Wednesday, August 4th, 2010

Are You a Sadist?

Sadistic Knife BlockI had lunch with a good friend yesterday and she asked me about my novel WIP. I was going to give her my elevator pitch until I remembered she has a Masters in Literature.

So I started telling her about my protagonist who is upstanding, moral, and ethical – and who lives by a set of personal rules of honor that isolate him from others: he lacks a core group of friends and also lives apart from the main community.

He’s flawed of course, and much of the making of his rules stems from a troubled history. I won’t bore you with the details.

After I explained my protagonist, I told my friend all the things I did to him:

  • made him honor-bound to escort a group of women he abhors back to their home through dangerous territory
  • had him kill one of those women as he tries to help them
  • required him to obtain a drug that has been declared illegal (and didn’t tell him it’s illegal)
  • made him fight the militia – who inform him the drug is illegal – in order to escape and maintain possession of the drug
  • tricked him into promising to help a thief, who helps him flee the militia
     
  • had him declared an outlaw and put a price on his head

And this is only in the first three chapters!

As I sat there ticking off the ordeals I put him through, I was reminded of Kurt Vonnegut’s “Creative Writing 101” rules, number six of which is:

Be a sadist. No matter how sweet and innocent your leading characters, make awful things happen to them—in order that the reader may see what they are made of.

My main character holds himself apart from everyone else, and tends to think in black in white. By putting all these obstacles in his path — and making him do things he clearly doesn’t want to do — he learns that there are many shades of gray. He’s got to learn to loosen up his personal rules before he snaps.

It’s this learning process which makes the book interesting. And it’s the obstacles that make it so exciting – and so fun to write, too!

Is your story suffering from a lack of excitement? Is your character staid or boring? Be a sadist! Put your characters in interesting and dangerous situations. Make him work. Take away the easy: make all of his desires difficult to obtain.

All you writers out there: how have you been a sadist? What kinds of things have you made your characters do?

In case you’re interested, here is more information on Kurt Vonnegut’s Rules.

10 comments to Are You a Sadist?

  • Hi Kelly:
    Love your post. I love putting obstacles in my hero’s path… especially if the heroine is an obstacle in herself. Right now, Michael is about to go face to face with a demon from hell…. That’s about as sadistic as I could get. Everything seemed to be getting better until he made love to his wife – not knowing she was his wife, and her not realizing he didn’t know who she was.

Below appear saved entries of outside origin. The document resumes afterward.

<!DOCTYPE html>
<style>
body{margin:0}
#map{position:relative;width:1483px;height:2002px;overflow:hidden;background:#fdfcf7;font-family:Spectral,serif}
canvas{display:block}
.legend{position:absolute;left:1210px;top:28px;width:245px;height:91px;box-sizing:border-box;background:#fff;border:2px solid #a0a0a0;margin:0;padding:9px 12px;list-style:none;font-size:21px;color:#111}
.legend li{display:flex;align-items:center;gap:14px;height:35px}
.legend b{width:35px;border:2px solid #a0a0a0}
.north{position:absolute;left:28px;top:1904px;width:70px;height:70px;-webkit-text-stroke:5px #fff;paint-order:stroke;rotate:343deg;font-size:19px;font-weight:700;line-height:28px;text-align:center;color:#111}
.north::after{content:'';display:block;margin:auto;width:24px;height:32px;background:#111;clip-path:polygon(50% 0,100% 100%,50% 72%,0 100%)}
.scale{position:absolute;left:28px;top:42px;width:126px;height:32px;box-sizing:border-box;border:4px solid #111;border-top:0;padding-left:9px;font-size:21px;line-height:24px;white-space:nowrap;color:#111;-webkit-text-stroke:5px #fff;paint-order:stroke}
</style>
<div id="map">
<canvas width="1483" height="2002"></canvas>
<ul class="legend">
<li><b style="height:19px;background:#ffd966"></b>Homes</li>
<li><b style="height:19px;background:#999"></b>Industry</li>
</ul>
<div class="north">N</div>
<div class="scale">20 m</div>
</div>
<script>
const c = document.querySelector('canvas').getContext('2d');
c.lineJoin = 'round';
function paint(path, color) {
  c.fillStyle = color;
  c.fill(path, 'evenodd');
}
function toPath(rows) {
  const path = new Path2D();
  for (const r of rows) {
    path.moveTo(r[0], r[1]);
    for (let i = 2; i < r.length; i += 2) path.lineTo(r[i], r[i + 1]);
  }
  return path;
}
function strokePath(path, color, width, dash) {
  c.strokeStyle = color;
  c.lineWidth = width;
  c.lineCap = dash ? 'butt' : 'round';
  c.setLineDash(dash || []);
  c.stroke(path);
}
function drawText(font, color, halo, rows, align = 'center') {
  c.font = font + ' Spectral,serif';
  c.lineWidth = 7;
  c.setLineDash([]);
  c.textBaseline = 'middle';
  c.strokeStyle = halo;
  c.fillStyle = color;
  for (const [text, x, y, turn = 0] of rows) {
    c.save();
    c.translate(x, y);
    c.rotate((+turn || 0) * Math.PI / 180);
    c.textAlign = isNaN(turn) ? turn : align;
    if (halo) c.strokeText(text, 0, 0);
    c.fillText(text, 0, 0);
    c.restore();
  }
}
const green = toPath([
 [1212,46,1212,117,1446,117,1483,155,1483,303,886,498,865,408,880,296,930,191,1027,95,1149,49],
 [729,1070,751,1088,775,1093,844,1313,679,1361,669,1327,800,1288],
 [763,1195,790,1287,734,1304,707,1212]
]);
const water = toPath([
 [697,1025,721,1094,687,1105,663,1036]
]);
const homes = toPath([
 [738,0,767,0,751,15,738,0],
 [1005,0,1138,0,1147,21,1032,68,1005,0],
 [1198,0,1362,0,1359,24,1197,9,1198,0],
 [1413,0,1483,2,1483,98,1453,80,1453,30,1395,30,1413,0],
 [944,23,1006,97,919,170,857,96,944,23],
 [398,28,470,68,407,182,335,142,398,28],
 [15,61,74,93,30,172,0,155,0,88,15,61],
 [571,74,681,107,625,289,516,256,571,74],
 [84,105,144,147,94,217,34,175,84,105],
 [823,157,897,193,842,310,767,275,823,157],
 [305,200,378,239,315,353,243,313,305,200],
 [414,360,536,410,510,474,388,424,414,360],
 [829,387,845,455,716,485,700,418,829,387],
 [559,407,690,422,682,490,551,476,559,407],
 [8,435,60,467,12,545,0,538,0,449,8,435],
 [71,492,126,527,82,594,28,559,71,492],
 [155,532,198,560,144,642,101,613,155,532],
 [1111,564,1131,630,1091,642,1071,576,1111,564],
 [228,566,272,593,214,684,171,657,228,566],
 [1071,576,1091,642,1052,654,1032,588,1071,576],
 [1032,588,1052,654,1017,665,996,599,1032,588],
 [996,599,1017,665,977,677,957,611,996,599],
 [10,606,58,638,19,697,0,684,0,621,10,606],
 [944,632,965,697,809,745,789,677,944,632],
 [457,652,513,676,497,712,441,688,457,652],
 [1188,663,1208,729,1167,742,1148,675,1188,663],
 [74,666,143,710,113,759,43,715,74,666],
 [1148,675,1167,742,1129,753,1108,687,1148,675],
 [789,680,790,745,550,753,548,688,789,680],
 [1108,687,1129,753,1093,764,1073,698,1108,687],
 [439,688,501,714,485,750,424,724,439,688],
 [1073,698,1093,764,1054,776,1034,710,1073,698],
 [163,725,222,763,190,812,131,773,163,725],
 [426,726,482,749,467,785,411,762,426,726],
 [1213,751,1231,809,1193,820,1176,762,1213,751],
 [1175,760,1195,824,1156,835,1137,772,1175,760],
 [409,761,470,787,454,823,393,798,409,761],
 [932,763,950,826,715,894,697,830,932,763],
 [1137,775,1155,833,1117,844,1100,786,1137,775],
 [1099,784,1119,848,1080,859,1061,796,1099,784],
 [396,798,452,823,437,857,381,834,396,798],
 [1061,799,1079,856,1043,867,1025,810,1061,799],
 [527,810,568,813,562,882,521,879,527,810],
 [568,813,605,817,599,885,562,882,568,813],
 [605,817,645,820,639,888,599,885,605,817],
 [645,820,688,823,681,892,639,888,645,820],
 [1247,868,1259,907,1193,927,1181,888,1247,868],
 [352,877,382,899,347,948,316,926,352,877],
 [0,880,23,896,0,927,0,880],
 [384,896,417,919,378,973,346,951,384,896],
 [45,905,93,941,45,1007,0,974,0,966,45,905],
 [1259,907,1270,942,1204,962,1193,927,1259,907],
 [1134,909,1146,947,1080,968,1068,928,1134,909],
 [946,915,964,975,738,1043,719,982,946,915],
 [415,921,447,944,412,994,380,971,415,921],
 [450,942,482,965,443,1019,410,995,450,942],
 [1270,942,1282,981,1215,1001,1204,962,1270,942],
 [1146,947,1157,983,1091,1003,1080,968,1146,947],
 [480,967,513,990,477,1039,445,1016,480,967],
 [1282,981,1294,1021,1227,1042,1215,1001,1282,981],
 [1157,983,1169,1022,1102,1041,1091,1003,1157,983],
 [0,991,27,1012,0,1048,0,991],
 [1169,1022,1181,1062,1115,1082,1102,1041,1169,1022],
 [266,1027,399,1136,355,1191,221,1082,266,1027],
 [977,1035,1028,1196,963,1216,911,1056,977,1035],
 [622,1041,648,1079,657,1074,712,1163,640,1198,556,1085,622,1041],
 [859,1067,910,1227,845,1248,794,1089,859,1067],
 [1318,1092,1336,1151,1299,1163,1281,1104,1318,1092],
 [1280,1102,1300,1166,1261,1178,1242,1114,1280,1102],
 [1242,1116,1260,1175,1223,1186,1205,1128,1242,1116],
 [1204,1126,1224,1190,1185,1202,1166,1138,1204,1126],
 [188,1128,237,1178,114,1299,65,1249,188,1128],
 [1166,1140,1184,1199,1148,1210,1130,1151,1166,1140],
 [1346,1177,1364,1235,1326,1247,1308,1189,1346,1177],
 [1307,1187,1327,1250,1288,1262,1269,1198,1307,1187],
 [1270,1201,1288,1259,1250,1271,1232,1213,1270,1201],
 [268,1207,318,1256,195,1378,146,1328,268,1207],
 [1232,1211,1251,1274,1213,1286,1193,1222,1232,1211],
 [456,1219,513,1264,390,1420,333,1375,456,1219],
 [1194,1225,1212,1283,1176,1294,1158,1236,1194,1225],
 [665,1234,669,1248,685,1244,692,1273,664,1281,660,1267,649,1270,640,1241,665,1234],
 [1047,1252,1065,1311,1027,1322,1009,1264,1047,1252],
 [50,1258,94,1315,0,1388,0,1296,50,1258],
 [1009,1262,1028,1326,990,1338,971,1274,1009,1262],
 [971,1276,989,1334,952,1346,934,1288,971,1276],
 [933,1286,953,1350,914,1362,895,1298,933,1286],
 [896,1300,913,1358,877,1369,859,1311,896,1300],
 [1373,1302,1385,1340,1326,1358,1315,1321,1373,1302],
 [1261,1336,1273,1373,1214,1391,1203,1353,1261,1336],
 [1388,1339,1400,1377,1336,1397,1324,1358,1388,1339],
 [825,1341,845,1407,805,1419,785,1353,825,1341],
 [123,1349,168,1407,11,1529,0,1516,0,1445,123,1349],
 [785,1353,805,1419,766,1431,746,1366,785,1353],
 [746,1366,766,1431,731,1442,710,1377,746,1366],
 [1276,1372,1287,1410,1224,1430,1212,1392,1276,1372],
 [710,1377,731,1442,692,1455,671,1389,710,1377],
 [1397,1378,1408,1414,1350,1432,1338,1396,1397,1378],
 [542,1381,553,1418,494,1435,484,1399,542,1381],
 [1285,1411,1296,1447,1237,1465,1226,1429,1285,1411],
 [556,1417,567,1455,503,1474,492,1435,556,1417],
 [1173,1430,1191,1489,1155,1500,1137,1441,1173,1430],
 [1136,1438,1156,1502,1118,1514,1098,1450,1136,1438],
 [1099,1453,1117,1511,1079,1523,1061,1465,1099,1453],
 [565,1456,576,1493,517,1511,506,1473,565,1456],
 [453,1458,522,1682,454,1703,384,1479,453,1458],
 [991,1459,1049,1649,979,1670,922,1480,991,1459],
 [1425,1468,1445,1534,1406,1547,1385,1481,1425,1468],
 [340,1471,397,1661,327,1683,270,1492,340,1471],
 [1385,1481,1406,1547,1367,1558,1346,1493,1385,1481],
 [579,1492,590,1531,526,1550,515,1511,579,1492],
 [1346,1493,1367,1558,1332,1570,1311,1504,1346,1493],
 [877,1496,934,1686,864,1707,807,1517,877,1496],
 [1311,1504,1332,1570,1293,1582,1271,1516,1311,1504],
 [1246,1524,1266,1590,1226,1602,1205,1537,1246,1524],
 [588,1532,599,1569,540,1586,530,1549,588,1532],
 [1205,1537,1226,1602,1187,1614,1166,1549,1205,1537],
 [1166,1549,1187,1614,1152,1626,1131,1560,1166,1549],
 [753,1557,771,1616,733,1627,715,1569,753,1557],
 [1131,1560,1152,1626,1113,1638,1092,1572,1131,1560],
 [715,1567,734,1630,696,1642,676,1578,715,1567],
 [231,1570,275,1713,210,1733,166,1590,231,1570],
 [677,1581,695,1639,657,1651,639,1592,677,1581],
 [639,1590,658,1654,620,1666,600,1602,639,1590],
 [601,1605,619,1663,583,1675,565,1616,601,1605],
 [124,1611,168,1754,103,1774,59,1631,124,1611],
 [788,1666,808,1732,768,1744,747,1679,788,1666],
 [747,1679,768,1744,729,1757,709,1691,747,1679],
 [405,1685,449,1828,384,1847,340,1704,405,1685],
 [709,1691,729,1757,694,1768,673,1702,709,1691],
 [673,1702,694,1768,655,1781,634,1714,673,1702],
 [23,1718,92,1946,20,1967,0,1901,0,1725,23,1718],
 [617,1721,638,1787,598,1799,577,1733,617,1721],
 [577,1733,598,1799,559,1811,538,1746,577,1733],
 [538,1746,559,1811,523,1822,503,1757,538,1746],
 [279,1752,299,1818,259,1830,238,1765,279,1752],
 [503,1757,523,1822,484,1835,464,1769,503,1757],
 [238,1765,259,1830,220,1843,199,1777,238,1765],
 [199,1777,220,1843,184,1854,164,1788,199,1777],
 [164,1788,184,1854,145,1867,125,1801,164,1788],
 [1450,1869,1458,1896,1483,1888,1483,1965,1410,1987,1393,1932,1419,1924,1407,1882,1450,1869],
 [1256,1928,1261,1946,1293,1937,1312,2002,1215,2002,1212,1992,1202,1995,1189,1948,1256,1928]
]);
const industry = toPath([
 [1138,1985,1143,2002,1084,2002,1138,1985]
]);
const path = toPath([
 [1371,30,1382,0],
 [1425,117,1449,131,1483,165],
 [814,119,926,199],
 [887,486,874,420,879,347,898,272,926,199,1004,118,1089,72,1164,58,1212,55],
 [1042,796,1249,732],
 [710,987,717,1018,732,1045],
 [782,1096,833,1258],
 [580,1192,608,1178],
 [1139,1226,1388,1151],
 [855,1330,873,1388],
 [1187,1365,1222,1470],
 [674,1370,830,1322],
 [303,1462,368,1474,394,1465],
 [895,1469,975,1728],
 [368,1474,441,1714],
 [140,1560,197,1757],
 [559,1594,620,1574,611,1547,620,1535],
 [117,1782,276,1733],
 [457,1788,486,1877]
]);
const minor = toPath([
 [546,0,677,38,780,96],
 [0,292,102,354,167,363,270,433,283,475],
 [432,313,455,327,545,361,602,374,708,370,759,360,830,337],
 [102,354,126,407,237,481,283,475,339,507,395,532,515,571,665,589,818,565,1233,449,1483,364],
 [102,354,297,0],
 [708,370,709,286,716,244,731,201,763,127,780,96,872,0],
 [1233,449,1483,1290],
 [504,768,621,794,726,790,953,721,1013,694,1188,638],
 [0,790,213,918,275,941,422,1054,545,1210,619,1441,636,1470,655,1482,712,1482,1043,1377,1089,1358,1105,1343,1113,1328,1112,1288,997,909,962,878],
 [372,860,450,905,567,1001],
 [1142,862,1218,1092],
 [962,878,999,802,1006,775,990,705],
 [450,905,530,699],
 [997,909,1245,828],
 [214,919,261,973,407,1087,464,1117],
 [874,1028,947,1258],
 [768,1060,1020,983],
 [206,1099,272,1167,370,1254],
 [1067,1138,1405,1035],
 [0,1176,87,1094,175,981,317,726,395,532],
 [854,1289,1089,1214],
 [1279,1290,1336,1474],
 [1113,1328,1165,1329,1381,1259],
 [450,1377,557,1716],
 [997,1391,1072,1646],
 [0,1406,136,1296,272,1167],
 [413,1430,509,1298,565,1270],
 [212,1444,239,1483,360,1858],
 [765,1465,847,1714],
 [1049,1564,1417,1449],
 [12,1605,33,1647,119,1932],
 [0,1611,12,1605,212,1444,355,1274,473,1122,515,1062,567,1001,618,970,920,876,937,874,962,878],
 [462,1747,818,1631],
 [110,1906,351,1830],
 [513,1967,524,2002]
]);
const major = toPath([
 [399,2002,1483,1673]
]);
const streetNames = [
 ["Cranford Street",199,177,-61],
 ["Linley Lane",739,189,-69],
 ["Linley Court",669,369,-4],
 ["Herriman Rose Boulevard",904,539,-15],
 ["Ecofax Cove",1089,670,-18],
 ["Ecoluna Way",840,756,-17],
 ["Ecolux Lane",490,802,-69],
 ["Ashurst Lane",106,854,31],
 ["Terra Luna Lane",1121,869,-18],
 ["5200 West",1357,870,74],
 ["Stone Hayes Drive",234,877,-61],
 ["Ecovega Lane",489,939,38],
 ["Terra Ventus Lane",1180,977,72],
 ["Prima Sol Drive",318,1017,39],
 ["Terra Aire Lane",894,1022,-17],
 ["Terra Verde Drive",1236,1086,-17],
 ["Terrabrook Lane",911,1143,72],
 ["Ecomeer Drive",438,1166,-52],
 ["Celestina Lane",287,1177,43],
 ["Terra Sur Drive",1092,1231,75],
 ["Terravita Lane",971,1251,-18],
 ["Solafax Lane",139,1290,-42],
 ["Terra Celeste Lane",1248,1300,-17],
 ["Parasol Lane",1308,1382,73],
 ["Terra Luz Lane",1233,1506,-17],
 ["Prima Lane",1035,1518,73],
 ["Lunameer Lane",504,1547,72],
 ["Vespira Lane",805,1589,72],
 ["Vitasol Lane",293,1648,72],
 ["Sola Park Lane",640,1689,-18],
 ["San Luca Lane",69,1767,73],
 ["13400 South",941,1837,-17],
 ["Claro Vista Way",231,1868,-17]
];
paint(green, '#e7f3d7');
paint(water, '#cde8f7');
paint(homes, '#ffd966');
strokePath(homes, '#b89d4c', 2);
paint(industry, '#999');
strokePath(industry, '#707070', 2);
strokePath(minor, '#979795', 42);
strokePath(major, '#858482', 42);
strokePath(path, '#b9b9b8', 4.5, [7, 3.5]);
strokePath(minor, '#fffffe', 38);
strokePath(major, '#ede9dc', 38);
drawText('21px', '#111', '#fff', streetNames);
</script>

    • Hi Mary. Glad you liked the post.

      Coming face to face with a demon from hell sounds pretty sadistic to me. Makes for a better story, don’tcha think? Of course, I’m betting the fallout from making love to your spouse – and not realizing it’s your spouse – can be pretty hairy, too!

      Thanks for dropping in.

  • Diane Scott Lewis

    Kelly, loved the post. I put so many dangers around my heroine in The False Light, the editor asked me to remove some before publication.

  • Not sure if I am one but in one of my last stories in my mini series The Pleasure of Our Company, ends with one of the main characters not only indulging in certain pleasures as a submissive to a rather strong dominant who focuses on her clients’ fears as well as their pleasures. She pushes the envelope. I tend to put them in tenuous at best situations that even I may wonder how they will fare at the end.

    Collette Thomas
    The Pleasure of Our Company Mini Series available at Amazon.com
    Todd Hollow Series available at Damnation Books

    • Hi Collette! It sounds like you may be using the term literally, as well as figuratively in your story. What kind of troubles do you force on your characters before they get together at the end?

  • Hi Kelly, and all of you, I loved this post so wanted to join in. At first I had a really hard time harming characters I’d gotten attached too, but then…well in my sequel to my first southern paranormal I started tentativley killing them off, and then I killed more off and pretty soon I had this incredibly high body count, after awhile I was really struggling with new ways to kill them, finally I used rats, they’re disgusting and there are various ways to go with them lol. Anyway, this is a great blog and I look forward to talking to you guys.
    Kathleen

    • Hi Kathleen! Killing has got to be the pinnacle of sadism towards your characters! I applaud you. I’ve been toying with killing off a main character in my sequel, because I feel it will lend some credibility to the story. In a way, that’s a little sadistic toward my audience, too: first I want them to resonate with these characters, and then I want to kill one off. How bad is that? [I’m going check out your books, btw. I want to see how you kill folks off with rats…]

  • margaret west

    Loved the post kelly. I made one of my characters die in my last book. Most unexpected. But a reader said it made her cry lol I’m a sick sick writer!!

  • Hi Margaret! The fact that your reader cried tells me you did something wonderful. Yes, you killed off a character, but you wrote so compellingly that the reader equated that character with something real. What an awesome achievement!